Kisal: So basically it goes as “”. And on the site when you go to the home page, you see a-

Dawood: A description and then you have videos of events we have played. It’s just, you know, 2 second snippets of every event we’ve played. So basically that’s just the way how Lunatics started and whatnot with a little bit of our pictures from the photoshoots we have done. So that would be like the homepage. Moving to the gallery, where we have the videos, so it’s basically recaps- after videos of big gigs we have played.

Kisal: So you get around 5 tabs, and testimonials is also there. So because over here it’s all about word of mouth, so people wanna see the website and then they get the idea. So basically the testimonials site is there and there’s also a “Contact Us” page. It’s like a basic thing but people can get an overview of who we are actually through the site I guess.

What do you guys hope to achieve in the next 5 years?

Kisal: We want to produce. We want to produce, produce, and produce. Our music.


Kisal: Yes, because we’ve actually released our own music- like one track called The Ferris Wheel. Basically it’s not that complicated. It’s not dancehall or anything because for dancehall you need vocals and stuff like that but this is like mainly towards like, tribal music? Tribal/tech kind of a vibe. So we’ve worked on that and we released it actually around six or seven months ago. And we incorporate it at a lot of our gigs, but not main stage events because that type of genre does not get played. But we are planning to, you know- since we are in Colombo, we meet a lot of people out there. There are so many ideas and requests that are coming for collabs and stuff, so the next 5 years definitely we’re gonna work on a lot of music because I think that’s the next step that we were talking about at the beginning of this interview. So I guess yeah, we’re gonna work on a lot of new music. And around two or three songs we’ve made, but we are planning to release them pretty soon as well. So, you know a lot of things are happening but we cannot comment on that specifically right now when it comes to music. But the plan is that because that’s how you can enter the main market.

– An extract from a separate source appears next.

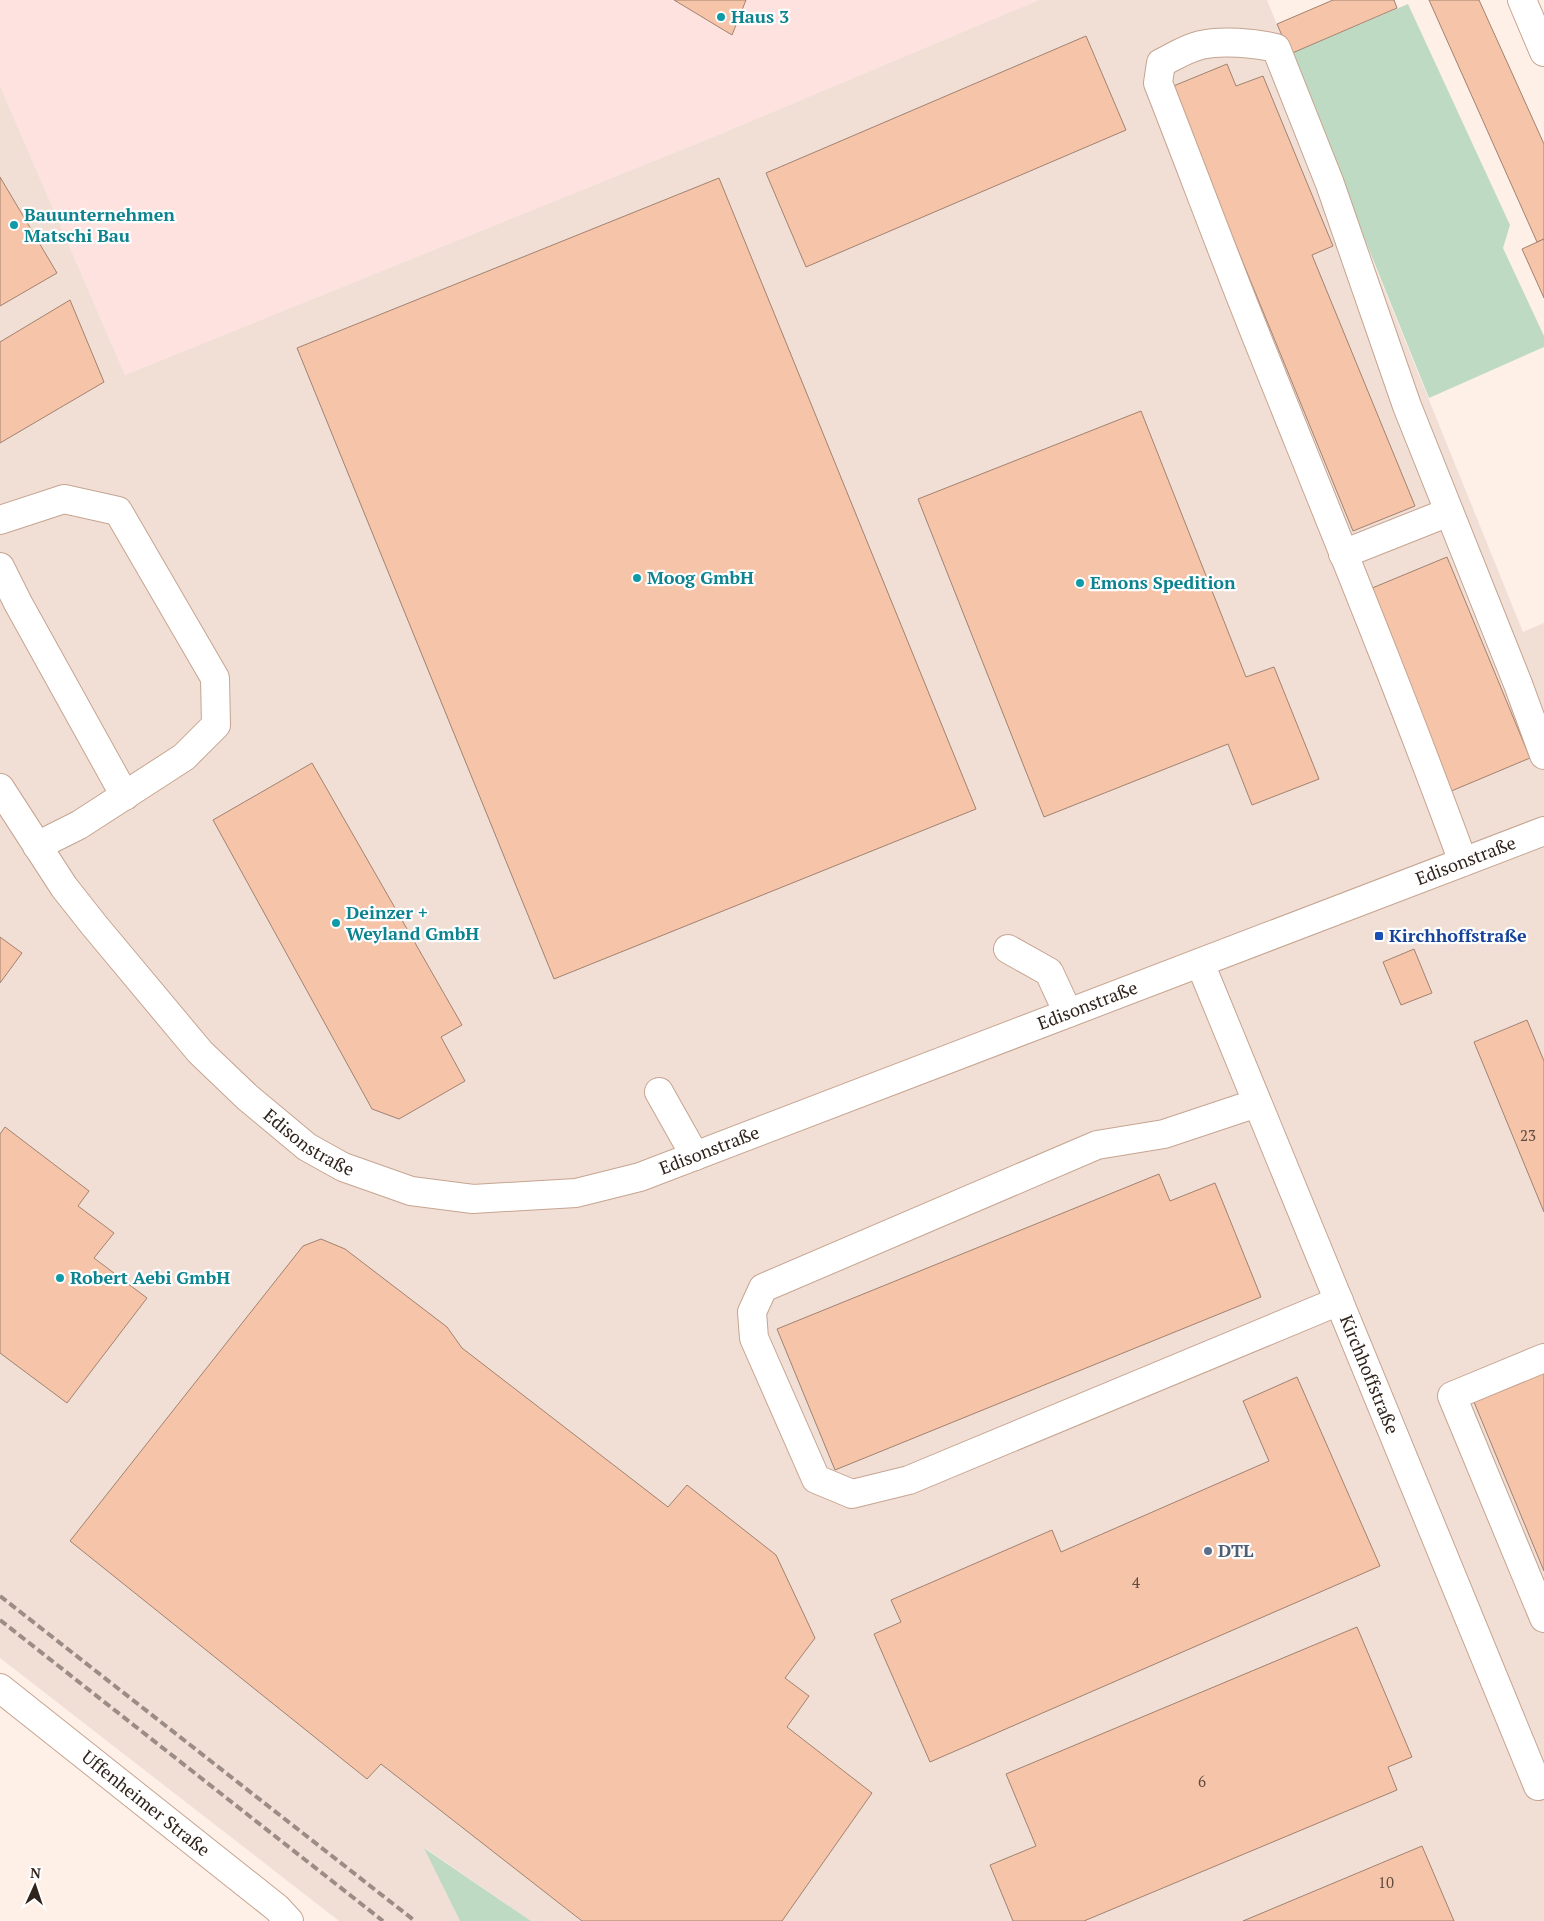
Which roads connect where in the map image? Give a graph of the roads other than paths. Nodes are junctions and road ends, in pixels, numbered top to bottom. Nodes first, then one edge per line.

So, to kind of wrap things up, what would you like people to know about you guys and about the music here? Feel free to share anything.

Dawood: Feel free to share the music and yeah.

Kisal: Many people don’t know us by our names and we don’t want to go on that avenue. We just want people to know the brand. That’s the main important thing because it’s pointless knowing who are the individuals who actually are behind the brand. It’s just that we want the brand to go up there-

Dawood: To represent the two of us.

Kisal: Yeah, so we will be representing the brand. So I think what we want personally is, because we are completely different from- because we are actually a performance I could say. We perform a lot, it’s not just about DJ’ing. So it’s a performance and for people out there who don’t know us it’s always- because when we play, we think ‘If we were dancing to another DJ, what would we want next?’ What would we want next? What would he want? What would Dawood want? What’s the next song? So that’s what we incorporate while playing. I think that’s the key where, like a lot of DJ’s are fixed in their set and like ‘after this, this song plays’ we never do that. If it’s a main stage event, to know exactly where to speak and where not to, but I think that’s the main thing that we are personally looking forward to. We want to go out of Sri Lanka also since this is a very small community. There’s no states to visit to and play. A lot of the community is not Westernized or some parts are cultural, some parts don’t listen to music- a lot of things. So we want to go out of the country to go see avenues and stuff.

Where would you like to go first? What would be your first major stop outside of Sri Lanka?

Dawood: Well our main aim right now is towards Bali and Australia. Those are the two main places that we want to target in the short run. So short run as in less than a year. We really wanna play there. And, you never know, but in time if it becomes good, maybe to the European side as well. So it’s basically at the end of the day, hard work and the amount of time you put in while you do all your other work as well. It’s hard, but it’s all about the commitment and passion you are having for music.